Work through the data line by line, gathering every line that has the word "from".

━━━━━━━━━━━━━━━━

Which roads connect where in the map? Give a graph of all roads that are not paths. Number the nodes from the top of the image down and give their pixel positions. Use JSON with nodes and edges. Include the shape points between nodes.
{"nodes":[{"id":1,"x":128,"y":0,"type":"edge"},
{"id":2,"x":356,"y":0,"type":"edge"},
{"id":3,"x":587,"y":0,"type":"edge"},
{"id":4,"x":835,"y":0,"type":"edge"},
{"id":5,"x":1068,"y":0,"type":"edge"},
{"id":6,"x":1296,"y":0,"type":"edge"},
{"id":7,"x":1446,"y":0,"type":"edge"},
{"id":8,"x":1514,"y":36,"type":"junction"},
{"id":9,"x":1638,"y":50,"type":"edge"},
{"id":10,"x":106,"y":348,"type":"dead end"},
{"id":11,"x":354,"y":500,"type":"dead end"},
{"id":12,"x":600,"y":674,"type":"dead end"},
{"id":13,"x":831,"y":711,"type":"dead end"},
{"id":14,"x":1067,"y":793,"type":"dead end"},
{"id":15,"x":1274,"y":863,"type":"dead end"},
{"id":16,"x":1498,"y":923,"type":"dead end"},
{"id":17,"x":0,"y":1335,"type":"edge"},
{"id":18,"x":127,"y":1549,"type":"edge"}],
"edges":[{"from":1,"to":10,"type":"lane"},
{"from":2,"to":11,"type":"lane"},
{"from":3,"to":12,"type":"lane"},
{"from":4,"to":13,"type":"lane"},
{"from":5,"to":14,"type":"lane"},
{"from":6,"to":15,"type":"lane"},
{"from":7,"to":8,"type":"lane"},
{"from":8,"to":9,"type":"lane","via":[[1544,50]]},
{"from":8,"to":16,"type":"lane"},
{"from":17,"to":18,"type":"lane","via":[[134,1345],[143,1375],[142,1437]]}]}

━━━━━━━━━━━━━━━━

■ **Response**:
Which roads connect where in the map? Give a graph of all roads that are not paths. Number the nodes from the top of the image down and give their pixel positions. Use JSON with nodes and edges. Include the shape points between nodes.
"edges":[{"from":1,"to":10,"type":"lane"},
{"from":2,"to":11,"type":"lane"},
{"from":3,"to":12,"type":"lane"},
{"from":4,"to":13,"type":"lane"},
{"from":5,"to":14,"type":"lane"},
{"from":6,"to":15,"type":"lane"},
{"from":7,"to":8,"type":"lane"},
{"from":8,"to":9,"type":"lane","via":[[1544,50]]},
{"from":8,"to":16,"type":"lane"},
{"from":17,"to":18,"type":"lane","via":[[134,1345],[143,1375],[142,1437]]}]}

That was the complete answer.